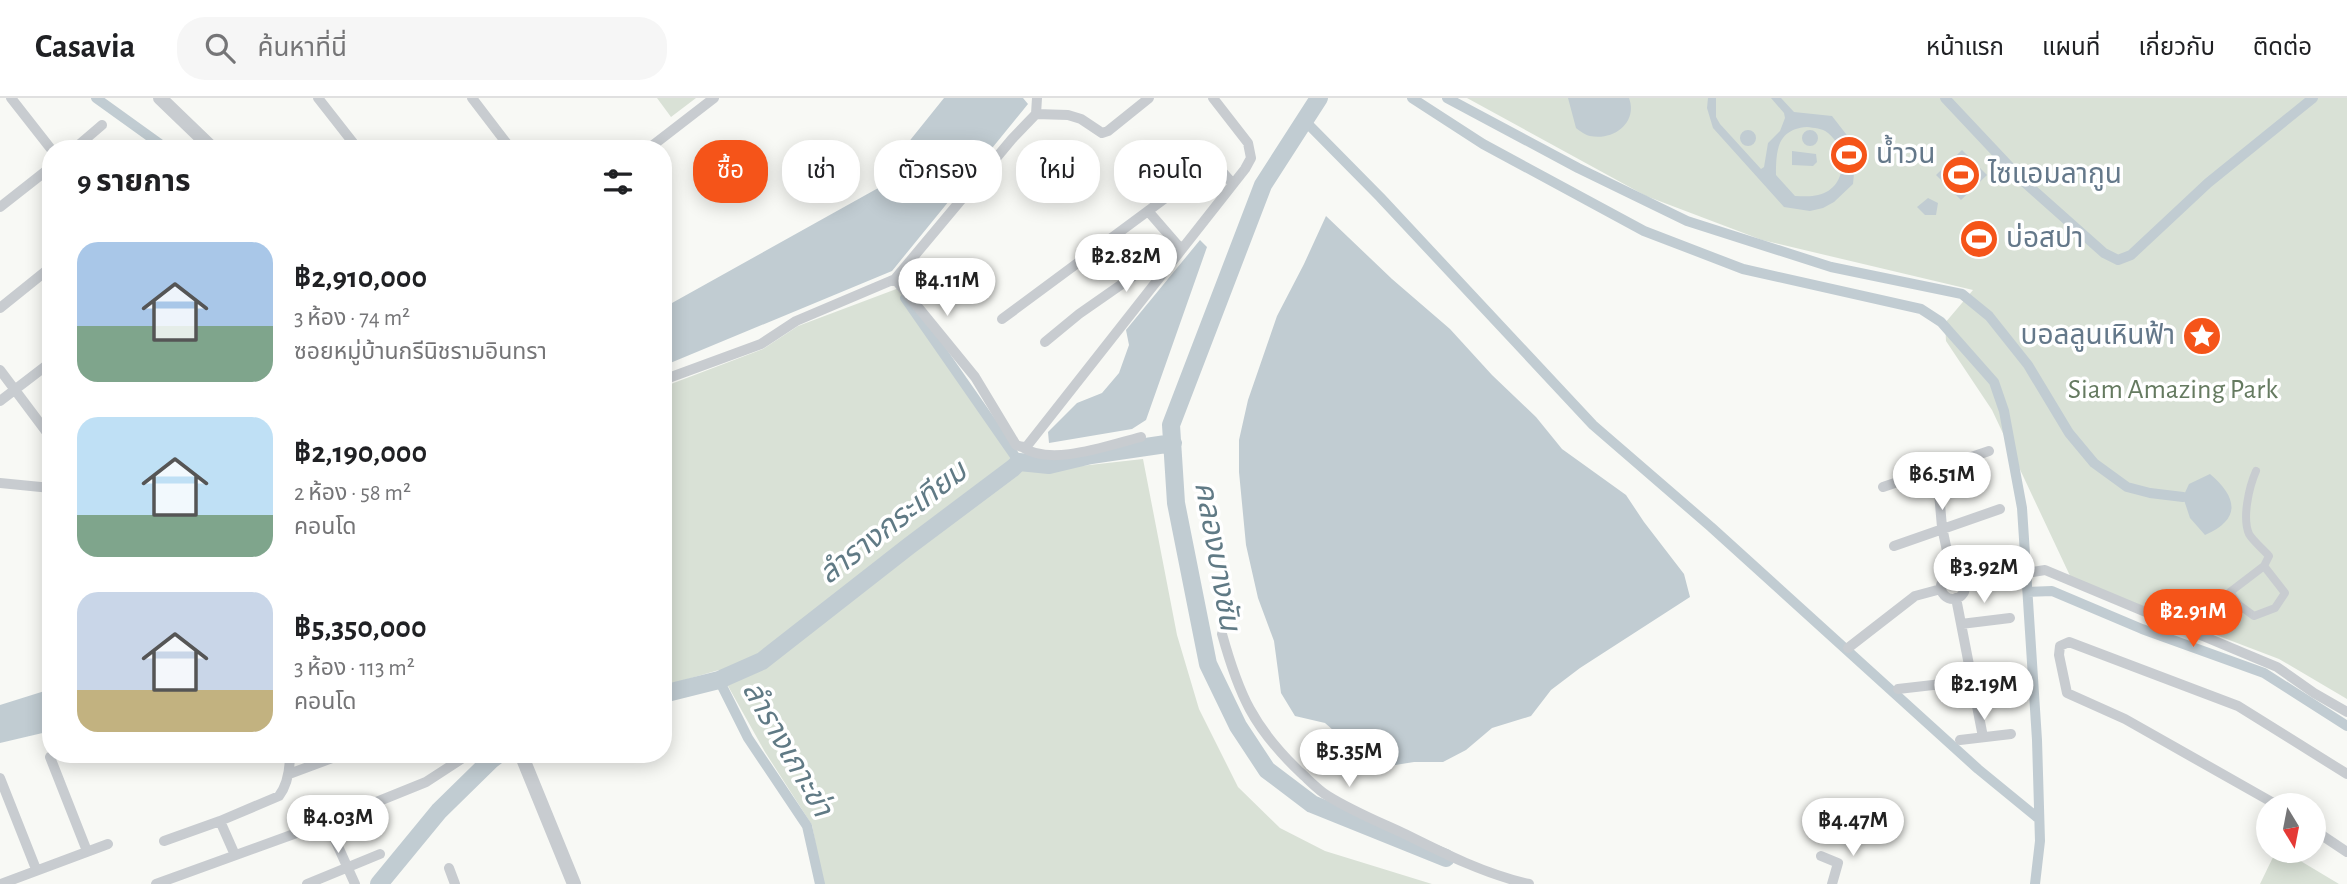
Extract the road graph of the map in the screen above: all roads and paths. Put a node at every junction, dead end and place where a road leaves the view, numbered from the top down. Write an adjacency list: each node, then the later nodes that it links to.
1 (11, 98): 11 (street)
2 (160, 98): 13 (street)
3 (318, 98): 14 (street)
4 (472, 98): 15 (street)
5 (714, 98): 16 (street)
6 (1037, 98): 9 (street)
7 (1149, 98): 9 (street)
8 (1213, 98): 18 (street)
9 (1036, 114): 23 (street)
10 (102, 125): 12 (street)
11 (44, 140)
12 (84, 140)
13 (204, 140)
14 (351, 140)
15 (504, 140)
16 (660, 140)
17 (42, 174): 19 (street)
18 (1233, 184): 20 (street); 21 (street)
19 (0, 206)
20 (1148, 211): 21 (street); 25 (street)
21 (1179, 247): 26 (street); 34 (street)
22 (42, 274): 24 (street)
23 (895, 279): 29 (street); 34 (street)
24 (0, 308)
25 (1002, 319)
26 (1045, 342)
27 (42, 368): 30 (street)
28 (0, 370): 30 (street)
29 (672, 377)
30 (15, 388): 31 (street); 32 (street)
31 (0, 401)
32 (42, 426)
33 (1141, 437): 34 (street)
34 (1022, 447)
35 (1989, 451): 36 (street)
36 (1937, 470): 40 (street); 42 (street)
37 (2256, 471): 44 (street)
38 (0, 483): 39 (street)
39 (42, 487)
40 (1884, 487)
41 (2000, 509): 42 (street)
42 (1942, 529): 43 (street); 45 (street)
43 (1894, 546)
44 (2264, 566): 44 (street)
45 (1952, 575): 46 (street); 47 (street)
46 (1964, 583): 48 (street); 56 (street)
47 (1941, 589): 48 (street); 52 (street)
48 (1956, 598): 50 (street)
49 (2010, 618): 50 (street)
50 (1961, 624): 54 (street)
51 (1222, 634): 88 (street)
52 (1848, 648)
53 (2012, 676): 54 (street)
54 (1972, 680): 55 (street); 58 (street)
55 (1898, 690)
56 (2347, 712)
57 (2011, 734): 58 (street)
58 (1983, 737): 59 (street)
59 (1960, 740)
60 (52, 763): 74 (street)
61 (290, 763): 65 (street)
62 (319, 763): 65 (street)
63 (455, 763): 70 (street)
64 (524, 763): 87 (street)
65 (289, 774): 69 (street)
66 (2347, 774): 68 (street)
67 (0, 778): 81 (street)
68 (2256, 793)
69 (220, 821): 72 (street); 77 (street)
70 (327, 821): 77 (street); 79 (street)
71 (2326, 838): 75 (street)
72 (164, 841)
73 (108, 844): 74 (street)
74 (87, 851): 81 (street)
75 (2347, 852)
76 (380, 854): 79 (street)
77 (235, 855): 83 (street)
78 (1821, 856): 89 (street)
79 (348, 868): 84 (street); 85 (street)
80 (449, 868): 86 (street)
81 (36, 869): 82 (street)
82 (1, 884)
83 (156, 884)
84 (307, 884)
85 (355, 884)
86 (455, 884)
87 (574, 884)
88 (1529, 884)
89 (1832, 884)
■ ■ ■
**What to work on**
Without any pictures, repeat the listing exactly.

**Reply to the task**
Extract the road graph of the map in the screen above: all roads and paths. Put a node at every junction, dead end and place where a road leaves the view, numbered from the top down. Write an adjacency list: each node, then the later nodes that it links to.
1 (11, 98): 11 (street)
2 (160, 98): 13 (street)
3 (318, 98): 14 (street)
4 (472, 98): 15 (street)
5 (714, 98): 16 (street)
6 (1037, 98): 9 (street)
7 (1149, 98): 9 (street)
8 (1213, 98): 18 (street)
9 (1036, 114): 23 (street)
10 (102, 125): 12 (street)
11 (44, 140)
12 (84, 140)
13 (204, 140)
14 (351, 140)
15 (504, 140)
16 (660, 140)
17 (42, 174): 19 (street)
18 (1233, 184): 20 (street); 21 (street)
19 (0, 206)
20 (1148, 211): 21 (street); 25 (street)
21 (1179, 247): 26 (street); 34 (street)
22 (42, 274): 24 (street)
23 (895, 279): 29 (street); 34 (street)
24 (0, 308)
25 (1002, 319)
26 (1045, 342)
27 (42, 368): 30 (street)
28 (0, 370): 30 (street)
29 (672, 377)
30 (15, 388): 31 (street); 32 (street)
31 (0, 401)
32 (42, 426)
33 (1141, 437): 34 (street)
34 (1022, 447)
35 (1989, 451): 36 (street)
36 (1937, 470): 40 (street); 42 (street)
37 (2256, 471): 44 (street)
38 (0, 483): 39 (street)
39 (42, 487)
40 (1884, 487)
41 (2000, 509): 42 (street)
42 (1942, 529): 43 (street); 45 (street)
43 (1894, 546)
44 (2264, 566): 44 (street)
45 (1952, 575): 46 (street); 47 (street)
46 (1964, 583): 48 (street); 56 (street)
47 (1941, 589): 48 (street); 52 (street)
48 (1956, 598): 50 (street)
49 (2010, 618): 50 (street)
50 (1961, 624): 54 (street)
51 (1222, 634): 88 (street)
52 (1848, 648)
53 (2012, 676): 54 (street)
54 (1972, 680): 55 (street); 58 (street)
55 (1898, 690)
56 (2347, 712)
57 (2011, 734): 58 (street)
58 (1983, 737): 59 (street)
59 (1960, 740)
60 (52, 763): 74 (street)
61 (290, 763): 65 (street)
62 (319, 763): 65 (street)
63 (455, 763): 70 (street)
64 (524, 763): 87 (street)
65 (289, 774): 69 (street)
66 (2347, 774): 68 (street)
67 (0, 778): 81 (street)
68 (2256, 793)
69 (220, 821): 72 (street); 77 (street)
70 (327, 821): 77 (street); 79 (street)
71 (2326, 838): 75 (street)
72 (164, 841)
73 (108, 844): 74 (street)
74 (87, 851): 81 (street)
75 (2347, 852)
76 (380, 854): 79 (street)
77 (235, 855): 83 (street)
78 (1821, 856): 89 (street)
79 (348, 868): 84 (street); 85 (street)
80 (449, 868): 86 (street)
81 (36, 869): 82 (street)
82 (1, 884)
83 (156, 884)
84 (307, 884)
85 (355, 884)
86 (455, 884)
87 (574, 884)
88 (1529, 884)
89 (1832, 884)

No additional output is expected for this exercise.